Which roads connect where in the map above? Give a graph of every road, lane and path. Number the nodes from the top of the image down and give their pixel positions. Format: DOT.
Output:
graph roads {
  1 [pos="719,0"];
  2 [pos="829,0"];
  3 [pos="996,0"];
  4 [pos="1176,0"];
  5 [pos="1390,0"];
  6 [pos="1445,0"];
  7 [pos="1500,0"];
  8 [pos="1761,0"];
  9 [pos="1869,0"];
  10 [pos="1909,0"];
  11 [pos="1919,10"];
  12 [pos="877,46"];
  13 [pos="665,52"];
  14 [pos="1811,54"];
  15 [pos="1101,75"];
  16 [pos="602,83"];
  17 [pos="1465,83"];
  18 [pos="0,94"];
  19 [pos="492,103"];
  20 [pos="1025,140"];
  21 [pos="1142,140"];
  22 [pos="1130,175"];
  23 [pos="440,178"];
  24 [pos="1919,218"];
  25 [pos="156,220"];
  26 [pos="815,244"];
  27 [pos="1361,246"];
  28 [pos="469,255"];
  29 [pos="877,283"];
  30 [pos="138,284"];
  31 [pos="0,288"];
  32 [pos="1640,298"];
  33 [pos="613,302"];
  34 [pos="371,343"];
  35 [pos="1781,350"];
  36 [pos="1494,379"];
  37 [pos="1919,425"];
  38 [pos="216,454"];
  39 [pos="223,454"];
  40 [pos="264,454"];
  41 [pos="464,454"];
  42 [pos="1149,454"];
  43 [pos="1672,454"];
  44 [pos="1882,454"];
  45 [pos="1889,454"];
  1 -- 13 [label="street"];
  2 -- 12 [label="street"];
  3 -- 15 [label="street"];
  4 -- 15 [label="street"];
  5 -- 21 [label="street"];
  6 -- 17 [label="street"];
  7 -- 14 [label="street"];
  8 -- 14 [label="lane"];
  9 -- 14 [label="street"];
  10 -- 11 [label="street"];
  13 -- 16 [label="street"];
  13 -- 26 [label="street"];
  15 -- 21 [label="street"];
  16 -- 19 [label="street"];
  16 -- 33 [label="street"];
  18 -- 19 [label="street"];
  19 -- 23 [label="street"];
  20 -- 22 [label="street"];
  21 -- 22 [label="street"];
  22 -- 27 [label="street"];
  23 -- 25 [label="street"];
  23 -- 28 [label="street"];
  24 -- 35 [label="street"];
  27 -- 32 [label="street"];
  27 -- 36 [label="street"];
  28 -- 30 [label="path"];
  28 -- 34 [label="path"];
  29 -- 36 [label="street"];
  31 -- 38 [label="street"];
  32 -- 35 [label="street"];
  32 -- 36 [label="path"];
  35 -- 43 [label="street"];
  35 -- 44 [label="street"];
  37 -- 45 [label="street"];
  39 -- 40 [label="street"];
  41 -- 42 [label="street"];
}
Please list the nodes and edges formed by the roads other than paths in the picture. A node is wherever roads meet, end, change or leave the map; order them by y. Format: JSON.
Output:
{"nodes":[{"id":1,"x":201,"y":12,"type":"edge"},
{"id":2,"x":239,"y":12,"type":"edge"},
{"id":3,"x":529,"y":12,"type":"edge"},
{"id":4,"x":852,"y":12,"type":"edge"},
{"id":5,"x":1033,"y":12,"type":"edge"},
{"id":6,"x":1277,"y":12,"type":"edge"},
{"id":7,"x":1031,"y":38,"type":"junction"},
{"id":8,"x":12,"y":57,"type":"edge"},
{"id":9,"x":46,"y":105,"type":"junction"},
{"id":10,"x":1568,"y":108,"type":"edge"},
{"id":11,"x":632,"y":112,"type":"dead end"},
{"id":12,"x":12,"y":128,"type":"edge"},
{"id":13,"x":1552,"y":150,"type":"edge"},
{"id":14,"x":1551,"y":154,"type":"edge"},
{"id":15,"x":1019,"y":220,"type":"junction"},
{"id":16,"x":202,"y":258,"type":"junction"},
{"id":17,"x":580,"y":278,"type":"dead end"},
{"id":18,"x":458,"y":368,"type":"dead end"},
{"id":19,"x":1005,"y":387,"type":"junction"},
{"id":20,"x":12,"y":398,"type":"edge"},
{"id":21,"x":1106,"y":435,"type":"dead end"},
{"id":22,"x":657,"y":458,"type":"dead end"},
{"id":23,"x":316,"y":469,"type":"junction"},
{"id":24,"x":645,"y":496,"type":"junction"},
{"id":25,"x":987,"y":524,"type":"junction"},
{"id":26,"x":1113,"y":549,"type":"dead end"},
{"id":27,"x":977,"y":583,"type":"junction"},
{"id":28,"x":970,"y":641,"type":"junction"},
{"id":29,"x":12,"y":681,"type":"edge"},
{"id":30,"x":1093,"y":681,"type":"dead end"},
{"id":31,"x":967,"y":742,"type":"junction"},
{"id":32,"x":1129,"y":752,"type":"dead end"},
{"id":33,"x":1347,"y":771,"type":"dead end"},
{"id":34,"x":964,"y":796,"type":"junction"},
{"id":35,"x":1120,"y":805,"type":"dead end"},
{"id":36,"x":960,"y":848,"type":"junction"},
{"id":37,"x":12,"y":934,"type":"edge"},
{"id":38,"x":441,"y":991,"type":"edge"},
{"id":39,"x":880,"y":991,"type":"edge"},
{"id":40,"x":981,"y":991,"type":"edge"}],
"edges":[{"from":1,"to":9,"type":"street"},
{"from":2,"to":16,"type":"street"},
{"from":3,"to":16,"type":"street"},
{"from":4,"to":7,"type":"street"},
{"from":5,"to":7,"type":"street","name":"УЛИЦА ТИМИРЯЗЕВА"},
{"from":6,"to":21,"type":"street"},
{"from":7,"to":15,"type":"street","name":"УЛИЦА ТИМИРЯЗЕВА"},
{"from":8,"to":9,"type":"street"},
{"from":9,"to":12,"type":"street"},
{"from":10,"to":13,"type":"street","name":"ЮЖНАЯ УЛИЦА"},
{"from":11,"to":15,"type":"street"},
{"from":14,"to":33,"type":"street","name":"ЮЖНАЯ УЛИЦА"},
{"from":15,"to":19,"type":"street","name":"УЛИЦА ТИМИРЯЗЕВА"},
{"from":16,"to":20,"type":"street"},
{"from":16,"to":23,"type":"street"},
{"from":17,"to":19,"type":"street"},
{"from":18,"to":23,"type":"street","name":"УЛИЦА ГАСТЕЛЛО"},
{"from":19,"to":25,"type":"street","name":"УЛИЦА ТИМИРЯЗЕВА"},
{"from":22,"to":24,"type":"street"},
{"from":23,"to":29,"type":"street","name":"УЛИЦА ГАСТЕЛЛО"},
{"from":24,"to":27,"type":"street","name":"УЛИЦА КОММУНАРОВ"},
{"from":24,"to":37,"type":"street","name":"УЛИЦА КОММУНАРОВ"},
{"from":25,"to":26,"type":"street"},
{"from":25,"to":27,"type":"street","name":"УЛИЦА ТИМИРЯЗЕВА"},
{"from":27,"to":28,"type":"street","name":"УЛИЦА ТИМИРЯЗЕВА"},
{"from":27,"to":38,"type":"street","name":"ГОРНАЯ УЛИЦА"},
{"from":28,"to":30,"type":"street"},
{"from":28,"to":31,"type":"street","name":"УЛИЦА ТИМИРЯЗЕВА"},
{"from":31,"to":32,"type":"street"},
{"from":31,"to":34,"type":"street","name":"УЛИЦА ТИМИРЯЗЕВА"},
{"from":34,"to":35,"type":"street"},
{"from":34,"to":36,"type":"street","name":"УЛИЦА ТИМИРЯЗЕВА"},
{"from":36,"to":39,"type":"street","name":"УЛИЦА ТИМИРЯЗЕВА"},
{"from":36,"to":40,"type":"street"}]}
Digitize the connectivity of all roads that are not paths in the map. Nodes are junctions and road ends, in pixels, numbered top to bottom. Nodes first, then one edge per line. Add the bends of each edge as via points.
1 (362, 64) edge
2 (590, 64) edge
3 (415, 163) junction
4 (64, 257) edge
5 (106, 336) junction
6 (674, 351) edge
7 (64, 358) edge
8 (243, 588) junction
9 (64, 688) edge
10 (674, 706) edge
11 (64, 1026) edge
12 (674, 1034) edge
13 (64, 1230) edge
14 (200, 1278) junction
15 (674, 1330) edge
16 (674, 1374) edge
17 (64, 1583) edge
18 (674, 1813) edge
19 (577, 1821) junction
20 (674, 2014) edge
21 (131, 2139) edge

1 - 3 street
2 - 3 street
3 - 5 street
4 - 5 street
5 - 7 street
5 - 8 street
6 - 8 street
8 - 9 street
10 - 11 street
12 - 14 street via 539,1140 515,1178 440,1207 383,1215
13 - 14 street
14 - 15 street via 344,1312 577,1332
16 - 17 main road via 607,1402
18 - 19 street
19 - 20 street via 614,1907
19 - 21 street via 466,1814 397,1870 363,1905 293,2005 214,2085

┄┄┄┄┄┄┄┄┄┄

In the listing above, find every line with the word "paths" and copy it out.

Please list the nodes and edges formed by the roads other than paths in the picture. A node is wherever roads meet, end, change or leave the map; order them by y. Format: JSON.
Digitize the connectivity of all roads that are not paths in the map. Nodes are junctions and road ends, in pixels, numbered top to bottom. Nodes first, then one edge per line. Add the bends of each edge as via points.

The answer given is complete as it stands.